UK Stock Market Report 24th August 2010

On Wednesday, the FTSE 100 rose +39.56 points or +0.76% to 5234.84

Britain faces “significant” risk of a fresh slump into recession, a leading policymaker at the BOE admitted yesterday.  Dr Martin Weale, the newest member of the rate-setting Monetary Policy Committee (MPC), said it would be “foolish” to rule out the risk of a double-dip recession. Speaking to The Times, Weale stated that a second economic downturn was a “real risk”. Weale’s warning came as the minutes from a roundtable hosted by the Bank in July showed that leading City economists feared the MPC has underestimated the impact of public spending cuts. With rates at a record low, they said there is little the BoE can do.

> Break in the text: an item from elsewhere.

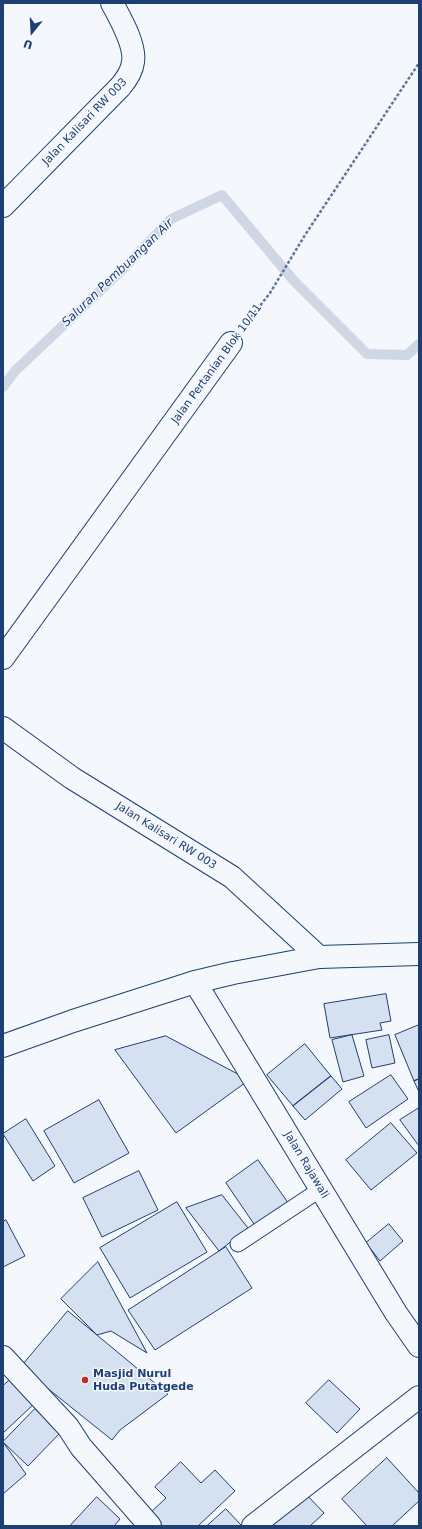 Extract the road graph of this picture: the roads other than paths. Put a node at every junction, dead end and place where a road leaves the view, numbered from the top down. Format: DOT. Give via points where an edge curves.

Yesterday, economists  rebuffed suggestions by an influential thinktank that interest rates could soar to 8% within two years, describing the claim as “complete rubbish”. Andrew Lilico of the Policy Exchange grabbed headlines by predicting a double-dip recession and then a swift recovery. Lilico said monetary supply would surge in the upturn, fuelling inflation and forcing the BOE to hike its central rate to 8%. The consensus of City analysts see interest rates rising to around 2% by the end of next year and 3.5% by the end of 2012.